The horror genre’s centering of women may have initially been the case due to some sexist assumptions about women being more easily frightened and therefore natural subjects to respond to horror with screaming and flailing arms (therefore transferring that fear onto the audience, programmed to relate to the protagonist by default, and therefore making the film “scary”). But the genre quickly evolved to what I see as pop culture’s foremost laboratory for interrogating gender roles, with so many of the genre’s most classic pieces shining a light on how terrifying it is to be a woman: Psycho is about a woman’s fear of voyeurism; Rosemary’s Baby is about a woman’s fear of pregnancy; Alien is about a woman’s fear of rape; Carrie is about a teen girl’s fear of social alienation; The Shining is about a woman’s fear of domestic abuse; The Silence of the Lambs is about a woman’s fear of not being taken seriously in the workplace…the list goes on.
[End Side Note]
And Jaume Collet-Serra’s Orphan, thanks to its twist, is about so many things.
(By the way: Zach wrote about Collet-Serra's most recent film The Shallows here and I wrote about it again here. I'm not really going to focus on his style in this piece, though, sorry! It's all theme from here on out.)
The first thing Orphan is about is botched motherhood. Vera Farmiga—the beating heart of the modern horror industry, and whose work in The Conjuring is as life-and-faith-affirming as anything—plays Kate, a married mother of two who lost her third child to miscarriage and chooses to adopt in order to fill the void left by her unborn daughter. “I wanna take the love we felt for Jessica…and I wanna give it to somebody who really needs it,” she says to her husband, the night before the visiting the orphanage.

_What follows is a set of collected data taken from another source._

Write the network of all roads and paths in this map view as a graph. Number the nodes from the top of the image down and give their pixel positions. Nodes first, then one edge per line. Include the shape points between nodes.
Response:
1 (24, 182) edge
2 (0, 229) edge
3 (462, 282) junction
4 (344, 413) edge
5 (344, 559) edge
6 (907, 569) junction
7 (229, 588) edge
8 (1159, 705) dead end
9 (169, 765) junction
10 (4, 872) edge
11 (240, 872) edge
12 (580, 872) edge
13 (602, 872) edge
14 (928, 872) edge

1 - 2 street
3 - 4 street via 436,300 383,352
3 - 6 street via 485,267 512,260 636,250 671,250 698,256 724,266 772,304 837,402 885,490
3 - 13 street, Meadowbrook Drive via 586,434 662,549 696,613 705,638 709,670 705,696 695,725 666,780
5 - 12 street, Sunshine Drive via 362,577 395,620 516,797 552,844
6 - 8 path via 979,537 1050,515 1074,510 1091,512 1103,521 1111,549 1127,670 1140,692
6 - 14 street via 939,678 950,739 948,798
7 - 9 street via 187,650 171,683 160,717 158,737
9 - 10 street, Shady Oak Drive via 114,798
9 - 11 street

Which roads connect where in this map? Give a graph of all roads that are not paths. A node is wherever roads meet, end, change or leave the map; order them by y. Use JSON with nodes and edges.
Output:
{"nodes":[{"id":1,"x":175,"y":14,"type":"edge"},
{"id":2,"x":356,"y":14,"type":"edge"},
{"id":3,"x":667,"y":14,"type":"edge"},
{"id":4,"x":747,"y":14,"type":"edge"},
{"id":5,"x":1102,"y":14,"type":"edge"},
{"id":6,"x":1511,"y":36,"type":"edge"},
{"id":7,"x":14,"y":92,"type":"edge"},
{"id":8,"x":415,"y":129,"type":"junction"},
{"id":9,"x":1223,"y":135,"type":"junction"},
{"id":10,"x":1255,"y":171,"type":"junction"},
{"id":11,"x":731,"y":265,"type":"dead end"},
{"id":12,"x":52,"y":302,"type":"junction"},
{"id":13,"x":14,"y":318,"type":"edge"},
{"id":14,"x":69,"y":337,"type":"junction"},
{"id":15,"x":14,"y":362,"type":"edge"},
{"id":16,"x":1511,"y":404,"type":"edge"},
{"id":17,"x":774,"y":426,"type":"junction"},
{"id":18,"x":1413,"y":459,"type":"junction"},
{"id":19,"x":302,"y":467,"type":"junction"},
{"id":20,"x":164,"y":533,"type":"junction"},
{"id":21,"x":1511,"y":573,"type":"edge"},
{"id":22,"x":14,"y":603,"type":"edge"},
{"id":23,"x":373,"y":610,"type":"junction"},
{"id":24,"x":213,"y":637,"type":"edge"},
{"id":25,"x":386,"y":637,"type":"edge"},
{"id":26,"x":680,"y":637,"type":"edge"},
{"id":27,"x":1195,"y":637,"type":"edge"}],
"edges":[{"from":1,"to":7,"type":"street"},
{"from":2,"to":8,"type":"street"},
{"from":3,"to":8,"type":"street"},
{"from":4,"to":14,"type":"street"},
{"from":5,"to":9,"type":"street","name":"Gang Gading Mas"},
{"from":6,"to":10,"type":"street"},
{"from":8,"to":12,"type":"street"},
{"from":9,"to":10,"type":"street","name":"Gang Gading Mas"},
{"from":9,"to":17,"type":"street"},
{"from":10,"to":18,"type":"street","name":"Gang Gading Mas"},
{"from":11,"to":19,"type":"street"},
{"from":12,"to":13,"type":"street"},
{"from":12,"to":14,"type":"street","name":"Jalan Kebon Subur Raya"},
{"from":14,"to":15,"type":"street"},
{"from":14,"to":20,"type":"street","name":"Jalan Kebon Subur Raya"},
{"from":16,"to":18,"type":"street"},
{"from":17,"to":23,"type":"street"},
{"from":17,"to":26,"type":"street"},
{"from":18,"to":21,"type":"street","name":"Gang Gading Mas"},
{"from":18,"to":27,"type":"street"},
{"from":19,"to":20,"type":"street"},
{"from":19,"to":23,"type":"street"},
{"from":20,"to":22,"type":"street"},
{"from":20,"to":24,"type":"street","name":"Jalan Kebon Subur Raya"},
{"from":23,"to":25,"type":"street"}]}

Adoption allows her a second chance at motherhood, and you can feel her worry about the second time going south too. When she ends up adopting Esther, a preternaturally clever child who, later, seems to be interested in (and capable of!) ruining Kate’s entire life. If you want to look at the narrative as a complete abstraction, it is imagining the worst apprehensions of a hopeful mother. Surely all parents worry about all the things that could go wrong in their child’s upbringing—what if everything *did* go wrong? (This anxiety being obviously amplified for a mother who has lost a child in the past, of course.) What happens if your child learns profanity too early, or catches you and your spouse having sex, or becomes a bully at school, or is seriously hurt by a too-careless act of punishment…what if? Orphan both validates those fears and appeases them, making flesh out of the worst case scenario and making the fear of *everything* going wrong seem absurd and unrealistic.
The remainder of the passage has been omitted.